Work to be completed:
All records are to be retyped faithfully and completely.

Exercise data:

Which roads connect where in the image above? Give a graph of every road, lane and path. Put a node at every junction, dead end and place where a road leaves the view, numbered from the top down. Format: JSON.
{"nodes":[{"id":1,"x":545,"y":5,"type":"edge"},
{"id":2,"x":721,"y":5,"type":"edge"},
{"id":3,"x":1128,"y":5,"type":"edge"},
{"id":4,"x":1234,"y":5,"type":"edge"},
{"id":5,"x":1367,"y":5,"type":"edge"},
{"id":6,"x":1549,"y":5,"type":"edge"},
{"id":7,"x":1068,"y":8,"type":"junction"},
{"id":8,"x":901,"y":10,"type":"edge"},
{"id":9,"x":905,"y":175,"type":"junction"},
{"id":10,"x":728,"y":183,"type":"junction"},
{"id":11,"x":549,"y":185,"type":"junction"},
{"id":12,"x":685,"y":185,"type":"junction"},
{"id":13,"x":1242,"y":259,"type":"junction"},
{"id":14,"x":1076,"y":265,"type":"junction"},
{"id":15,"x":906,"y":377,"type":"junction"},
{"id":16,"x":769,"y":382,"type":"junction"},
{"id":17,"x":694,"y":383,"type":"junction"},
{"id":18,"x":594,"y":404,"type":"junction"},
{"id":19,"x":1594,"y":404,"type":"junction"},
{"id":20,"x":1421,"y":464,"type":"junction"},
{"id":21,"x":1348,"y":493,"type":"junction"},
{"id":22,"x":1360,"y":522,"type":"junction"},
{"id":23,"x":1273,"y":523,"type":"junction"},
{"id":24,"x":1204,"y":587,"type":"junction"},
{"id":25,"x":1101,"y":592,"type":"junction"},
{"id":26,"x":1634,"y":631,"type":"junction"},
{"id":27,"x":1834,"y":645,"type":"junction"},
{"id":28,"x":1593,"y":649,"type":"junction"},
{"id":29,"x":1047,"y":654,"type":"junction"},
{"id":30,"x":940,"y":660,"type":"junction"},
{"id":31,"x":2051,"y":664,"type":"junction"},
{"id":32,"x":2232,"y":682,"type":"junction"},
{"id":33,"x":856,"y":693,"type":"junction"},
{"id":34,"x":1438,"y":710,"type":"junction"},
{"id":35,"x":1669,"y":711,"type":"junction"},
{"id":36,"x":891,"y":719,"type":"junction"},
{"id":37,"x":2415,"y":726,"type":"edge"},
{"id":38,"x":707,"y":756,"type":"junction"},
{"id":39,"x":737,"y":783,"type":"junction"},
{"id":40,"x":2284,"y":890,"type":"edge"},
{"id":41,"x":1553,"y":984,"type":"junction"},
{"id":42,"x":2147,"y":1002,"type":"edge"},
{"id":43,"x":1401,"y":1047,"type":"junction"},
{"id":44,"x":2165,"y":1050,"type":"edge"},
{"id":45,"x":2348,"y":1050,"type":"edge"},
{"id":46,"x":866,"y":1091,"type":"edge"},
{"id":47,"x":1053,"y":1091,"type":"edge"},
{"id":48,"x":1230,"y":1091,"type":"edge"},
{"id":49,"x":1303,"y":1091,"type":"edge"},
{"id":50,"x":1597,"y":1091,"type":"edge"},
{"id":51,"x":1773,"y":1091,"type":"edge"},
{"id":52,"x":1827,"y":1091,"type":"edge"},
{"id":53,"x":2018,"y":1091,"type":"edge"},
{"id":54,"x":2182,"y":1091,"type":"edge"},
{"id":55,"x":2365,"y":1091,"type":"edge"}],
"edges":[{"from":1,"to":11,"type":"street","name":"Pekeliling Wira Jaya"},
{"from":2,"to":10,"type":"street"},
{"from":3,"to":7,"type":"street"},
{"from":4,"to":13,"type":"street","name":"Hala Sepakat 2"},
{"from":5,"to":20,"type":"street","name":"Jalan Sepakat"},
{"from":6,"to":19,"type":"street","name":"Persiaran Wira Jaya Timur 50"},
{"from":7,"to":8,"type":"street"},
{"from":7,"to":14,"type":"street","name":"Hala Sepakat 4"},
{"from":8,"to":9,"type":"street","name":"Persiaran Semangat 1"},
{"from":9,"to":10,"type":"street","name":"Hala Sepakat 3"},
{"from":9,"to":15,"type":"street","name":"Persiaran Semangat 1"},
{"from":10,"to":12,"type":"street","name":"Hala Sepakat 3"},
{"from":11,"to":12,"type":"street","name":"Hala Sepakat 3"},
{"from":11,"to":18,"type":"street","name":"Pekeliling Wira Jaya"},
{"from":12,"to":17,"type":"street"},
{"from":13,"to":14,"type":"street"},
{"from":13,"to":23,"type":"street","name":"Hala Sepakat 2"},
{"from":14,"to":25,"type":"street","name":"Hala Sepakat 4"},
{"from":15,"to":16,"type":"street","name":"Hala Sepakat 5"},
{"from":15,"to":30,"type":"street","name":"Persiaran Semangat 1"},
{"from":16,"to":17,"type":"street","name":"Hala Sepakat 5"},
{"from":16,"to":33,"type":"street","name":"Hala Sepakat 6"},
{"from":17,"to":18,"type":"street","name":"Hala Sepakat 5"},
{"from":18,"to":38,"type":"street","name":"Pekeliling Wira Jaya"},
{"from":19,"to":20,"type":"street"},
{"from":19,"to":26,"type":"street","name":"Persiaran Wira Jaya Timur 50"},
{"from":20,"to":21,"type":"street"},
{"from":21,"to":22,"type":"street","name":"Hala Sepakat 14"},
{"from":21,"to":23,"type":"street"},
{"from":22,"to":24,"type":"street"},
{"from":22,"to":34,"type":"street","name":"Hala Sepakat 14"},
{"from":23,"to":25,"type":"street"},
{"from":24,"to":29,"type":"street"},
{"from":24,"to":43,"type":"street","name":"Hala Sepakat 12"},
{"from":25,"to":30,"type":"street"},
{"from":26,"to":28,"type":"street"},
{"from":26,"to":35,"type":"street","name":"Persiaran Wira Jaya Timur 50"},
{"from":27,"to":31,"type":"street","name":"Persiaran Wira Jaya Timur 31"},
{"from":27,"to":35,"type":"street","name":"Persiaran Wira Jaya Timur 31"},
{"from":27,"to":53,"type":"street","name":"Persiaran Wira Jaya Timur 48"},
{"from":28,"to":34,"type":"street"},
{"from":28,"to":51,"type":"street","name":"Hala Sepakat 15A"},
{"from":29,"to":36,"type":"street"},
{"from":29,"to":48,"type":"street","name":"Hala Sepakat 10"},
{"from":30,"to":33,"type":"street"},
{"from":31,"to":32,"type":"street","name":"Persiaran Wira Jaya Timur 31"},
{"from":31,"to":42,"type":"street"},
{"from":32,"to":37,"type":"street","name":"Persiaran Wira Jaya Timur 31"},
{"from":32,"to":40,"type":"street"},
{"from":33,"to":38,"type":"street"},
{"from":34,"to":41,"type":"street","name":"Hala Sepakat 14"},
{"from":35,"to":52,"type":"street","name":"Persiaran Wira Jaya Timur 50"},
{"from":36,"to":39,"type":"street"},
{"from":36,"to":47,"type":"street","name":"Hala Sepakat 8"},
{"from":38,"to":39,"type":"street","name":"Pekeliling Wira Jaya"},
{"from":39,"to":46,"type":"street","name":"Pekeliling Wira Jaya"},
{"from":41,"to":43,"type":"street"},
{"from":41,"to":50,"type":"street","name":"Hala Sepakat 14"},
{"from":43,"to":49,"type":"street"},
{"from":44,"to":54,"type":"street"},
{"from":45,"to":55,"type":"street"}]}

Answer space:
Which roads connect where in the image above? Give a graph of every road, lane and path. Put a node at every junction, dead end and place where a road leaves the view, numbered from the top down. Format: JSON.
{"nodes":[{"id":1,"x":545,"y":5,"type":"edge"},
{"id":2,"x":721,"y":5,"type":"edge"},
{"id":3,"x":1128,"y":5,"type":"edge"},
{"id":4,"x":1234,"y":5,"type":"edge"},
{"id":5,"x":1367,"y":5,"type":"edge"},
{"id":6,"x":1549,"y":5,"type":"edge"},
{"id":7,"x":1068,"y":8,"type":"junction"},
{"id":8,"x":901,"y":10,"type":"edge"},
{"id":9,"x":905,"y":175,"type":"junction"},
{"id":10,"x":728,"y":183,"type":"junction"},
{"id":11,"x":549,"y":185,"type":"junction"},
{"id":12,"x":685,"y":185,"type":"junction"},
{"id":13,"x":1242,"y":259,"type":"junction"},
{"id":14,"x":1076,"y":265,"type":"junction"},
{"id":15,"x":906,"y":377,"type":"junction"},
{"id":16,"x":769,"y":382,"type":"junction"},
{"id":17,"x":694,"y":383,"type":"junction"},
{"id":18,"x":594,"y":404,"type":"junction"},
{"id":19,"x":1594,"y":404,"type":"junction"},
{"id":20,"x":1421,"y":464,"type":"junction"},
{"id":21,"x":1348,"y":493,"type":"junction"},
{"id":22,"x":1360,"y":522,"type":"junction"},
{"id":23,"x":1273,"y":523,"type":"junction"},
{"id":24,"x":1204,"y":587,"type":"junction"},
{"id":25,"x":1101,"y":592,"type":"junction"},
{"id":26,"x":1634,"y":631,"type":"junction"},
{"id":27,"x":1834,"y":645,"type":"junction"},
{"id":28,"x":1593,"y":649,"type":"junction"},
{"id":29,"x":1047,"y":654,"type":"junction"},
{"id":30,"x":940,"y":660,"type":"junction"},
{"id":31,"x":2051,"y":664,"type":"junction"},
{"id":32,"x":2232,"y":682,"type":"junction"},
{"id":33,"x":856,"y":693,"type":"junction"},
{"id":34,"x":1438,"y":710,"type":"junction"},
{"id":35,"x":1669,"y":711,"type":"junction"},
{"id":36,"x":891,"y":719,"type":"junction"},
{"id":37,"x":2415,"y":726,"type":"edge"},
{"id":38,"x":707,"y":756,"type":"junction"},
{"id":39,"x":737,"y":783,"type":"junction"},
{"id":40,"x":2284,"y":890,"type":"edge"},
{"id":41,"x":1553,"y":984,"type":"junction"},
{"id":42,"x":2147,"y":1002,"type":"edge"},
{"id":43,"x":1401,"y":1047,"type":"junction"},
{"id":44,"x":2165,"y":1050,"type":"edge"},
{"id":45,"x":2348,"y":1050,"type":"edge"},
{"id":46,"x":866,"y":1091,"type":"edge"},
{"id":47,"x":1053,"y":1091,"type":"edge"},
{"id":48,"x":1230,"y":1091,"type":"edge"},
{"id":49,"x":1303,"y":1091,"type":"edge"},
{"id":50,"x":1597,"y":1091,"type":"edge"},
{"id":51,"x":1773,"y":1091,"type":"edge"},
{"id":52,"x":1827,"y":1091,"type":"edge"},
{"id":53,"x":2018,"y":1091,"type":"edge"},
{"id":54,"x":2182,"y":1091,"type":"edge"},
{"id":55,"x":2365,"y":1091,"type":"edge"}],
"edges":[{"from":1,"to":11,"type":"street","name":"Pekeliling Wira Jaya"},
{"from":2,"to":10,"type":"street"},
{"from":3,"to":7,"type":"street"},
{"from":4,"to":13,"type":"street","name":"Hala Sepakat 2"},
{"from":5,"to":20,"type":"street","name":"Jalan Sepakat"},
{"from":6,"to":19,"type":"street","name":"Persiaran Wira Jaya Timur 50"},
{"from":7,"to":8,"type":"street"},
{"from":7,"to":14,"type":"street","name":"Hala Sepakat 4"},
{"from":8,"to":9,"type":"street","name":"Persiaran Semangat 1"},
{"from":9,"to":10,"type":"street","name":"Hala Sepakat 3"},
{"from":9,"to":15,"type":"street","name":"Persiaran Semangat 1"},
{"from":10,"to":12,"type":"street","name":"Hala Sepakat 3"},
{"from":11,"to":12,"type":"street","name":"Hala Sepakat 3"},
{"from":11,"to":18,"type":"street","name":"Pekeliling Wira Jaya"},
{"from":12,"to":17,"type":"street"},
{"from":13,"to":14,"type":"street"},
{"from":13,"to":23,"type":"street","name":"Hala Sepakat 2"},
{"from":14,"to":25,"type":"street","name":"Hala Sepakat 4"},
{"from":15,"to":16,"type":"street","name":"Hala Sepakat 5"},
{"from":15,"to":30,"type":"street","name":"Persiaran Semangat 1"},
{"from":16,"to":17,"type":"street","name":"Hala Sepakat 5"},
{"from":16,"to":33,"type":"street","name":"Hala Sepakat 6"},
{"from":17,"to":18,"type":"street","name":"Hala Sepakat 5"},
{"from":18,"to":38,"type":"street","name":"Pekeliling Wira Jaya"},
{"from":19,"to":20,"type":"street"},
{"from":19,"to":26,"type":"street","name":"Persiaran Wira Jaya Timur 50"},
{"from":20,"to":21,"type":"street"},
{"from":21,"to":22,"type":"street","name":"Hala Sepakat 14"},
{"from":21,"to":23,"type":"street"},
{"from":22,"to":24,"type":"street"},
{"from":22,"to":34,"type":"street","name":"Hala Sepakat 14"},
{"from":23,"to":25,"type":"street"},
{"from":24,"to":29,"type":"street"},
{"from":24,"to":43,"type":"street","name":"Hala Sepakat 12"},
{"from":25,"to":30,"type":"street"},
{"from":26,"to":28,"type":"street"},
{"from":26,"to":35,"type":"street","name":"Persiaran Wira Jaya Timur 50"},
{"from":27,"to":31,"type":"street","name":"Persiaran Wira Jaya Timur 31"},
{"from":27,"to":35,"type":"street","name":"Persiaran Wira Jaya Timur 31"},
{"from":27,"to":53,"type":"street","name":"Persiaran Wira Jaya Timur 48"},
{"from":28,"to":34,"type":"street"},
{"from":28,"to":51,"type":"street","name":"Hala Sepakat 15A"},
{"from":29,"to":36,"type":"street"},
{"from":29,"to":48,"type":"street","name":"Hala Sepakat 10"},
{"from":30,"to":33,"type":"street"},
{"from":31,"to":32,"type":"street","name":"Persiaran Wira Jaya Timur 31"},
{"from":31,"to":42,"type":"street"},
{"from":32,"to":37,"type":"street","name":"Persiaran Wira Jaya Timur 31"},
{"from":32,"to":40,"type":"street"},
{"from":33,"to":38,"type":"street"},
{"from":34,"to":41,"type":"street","name":"Hala Sepakat 14"},
{"from":35,"to":52,"type":"street","name":"Persiaran Wira Jaya Timur 50"},
{"from":36,"to":39,"type":"street"},
{"from":36,"to":47,"type":"street","name":"Hala Sepakat 8"},
{"from":38,"to":39,"type":"street","name":"Pekeliling Wira Jaya"},
{"from":39,"to":46,"type":"street","name":"Pekeliling Wira Jaya"},
{"from":41,"to":43,"type":"street"},
{"from":41,"to":50,"type":"street","name":"Hala Sepakat 14"},
{"from":43,"to":49,"type":"street"},
{"from":44,"to":54,"type":"street"},
{"from":45,"to":55,"type":"street"}]}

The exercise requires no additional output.